# Question about my DX and factory reset?



## jordan3891 (Mar 11, 2012)

So I just got my DX and I love it, but I do have a question. After I bought it, it was already updated to the latest version (.621), and it's far too tedious and dangerous to try and root this one so the question is: if I do a factory reset on the phone, will that bring it back to factory froyo so I can easily root? Or is the new system already stuck in my phone?

Sent from my DROIDX using RootzWiki


----------



## Goose306 (Sep 12, 2011)

jordan3891 said:


> So I just got my DX and I love it, but I do have a question. After I bought it, it was already updated to the latest version (.621), and it's far too tedious and dangerous to try and root this one so the question is: if I do a factory reset on the phone, will that bring it back to factory froyo so I can easily root? Or is the new system already stuck in my phone?
> 
> Sent from my DROIDX using RootzWiki


Nope your stuck. Check the stickied thread. It is UNREVERTABLE. I have been working on reversion for awhile and had some progress on it, but its far from complete, and anyways if I do end up figuring out a way to revert its going to be a tedious process. I can tell you that much already. There's a distinct possibility that I may not be able to break reversion. The .621 update did something to the CDT which is where the MEM_MAP is, which stores signatures and validations, among other things. It appears to use new signatures for the MBM, and the file cannot be edited as its protected by MotoMagx RSA signing (well, it can be edited, but the phone won't flash it)... not to get too needlessly complicated... you don't need to worry about all that mess, basically just know its unrevertable at this point and it is unclear if it ever will be.

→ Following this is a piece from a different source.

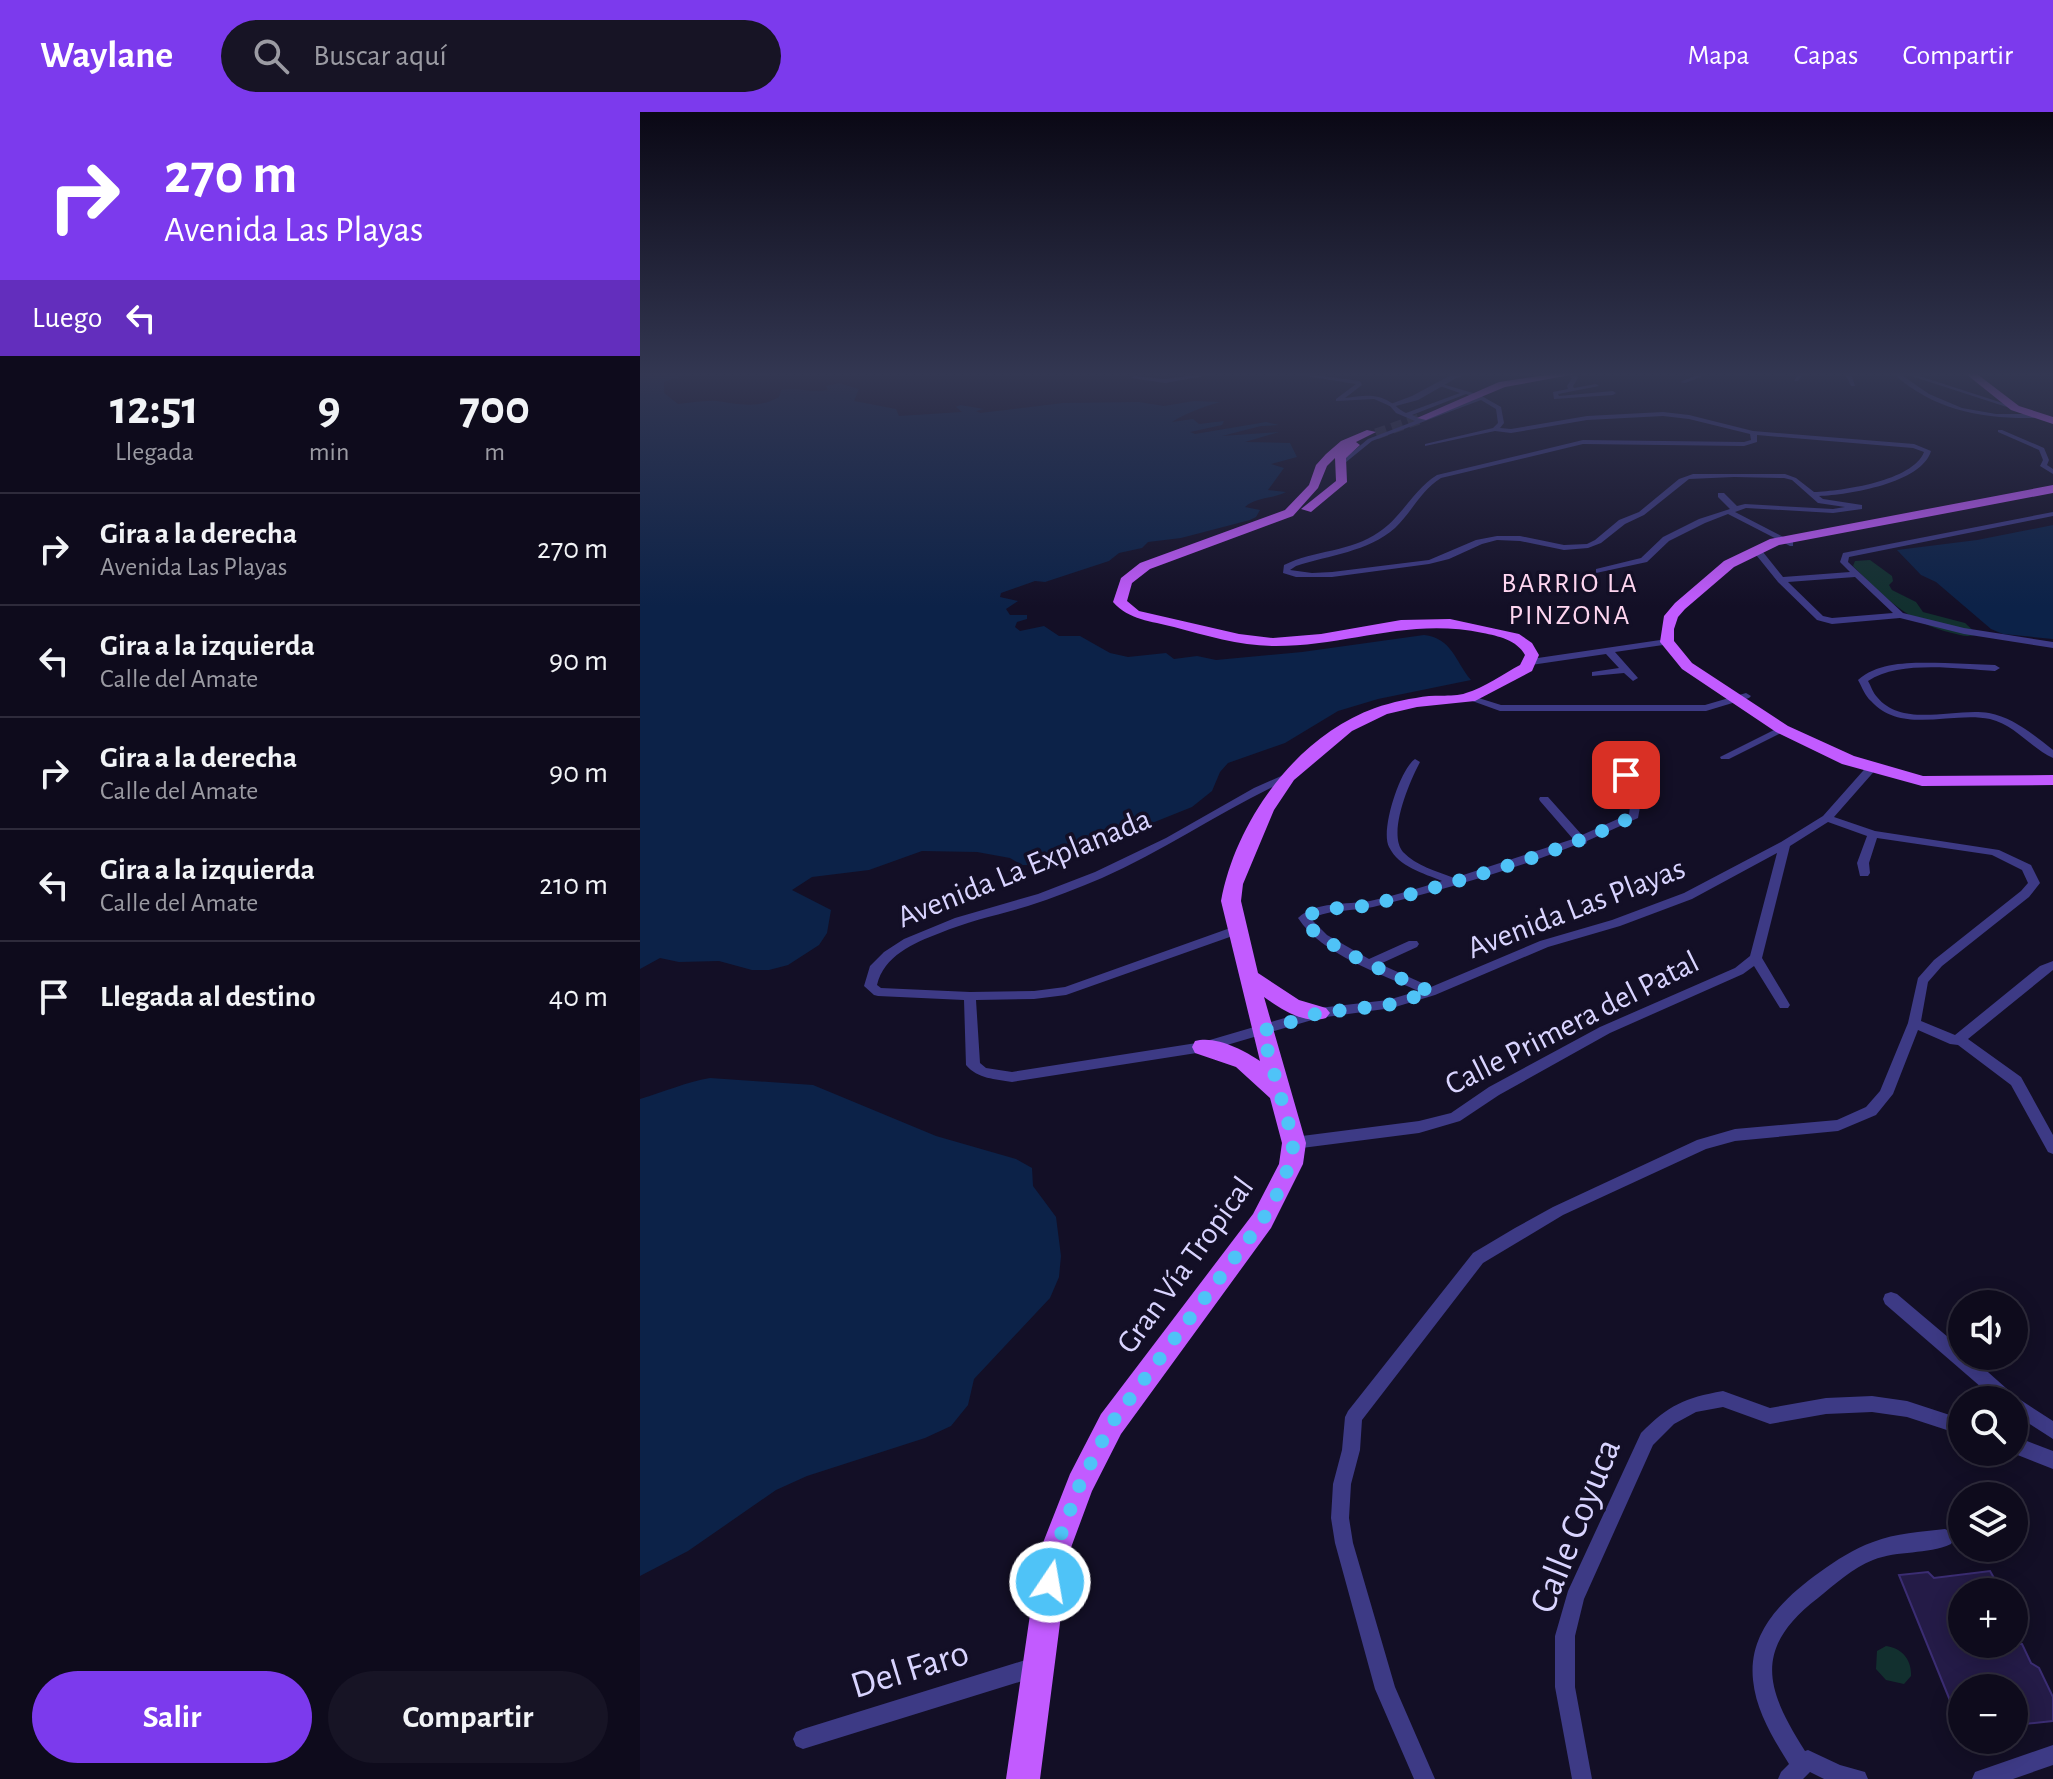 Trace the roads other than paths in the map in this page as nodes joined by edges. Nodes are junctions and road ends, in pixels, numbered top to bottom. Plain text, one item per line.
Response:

However, if you want to root, its really not dangerous at all, and not difficult. Should only take about 20 minutes, and most of that time you can spend elsewhere as your phone gets SBF'd. Just STAY AWAY from RSD Lite. Burn the 1KDS Live CD that is linked in the OP of the stickied thread. Boot your computer off it, choose the first option to SBF, when it gets done choose the option to Root. Follow what it says, its super easy though and requires little to no thought power or process, just a bit of time, and that's really just time spent SBF'ing, which if you are planning on Rooting/ROMing you had best get used to it anyways, because its how you recover your phone when you brick it anyways.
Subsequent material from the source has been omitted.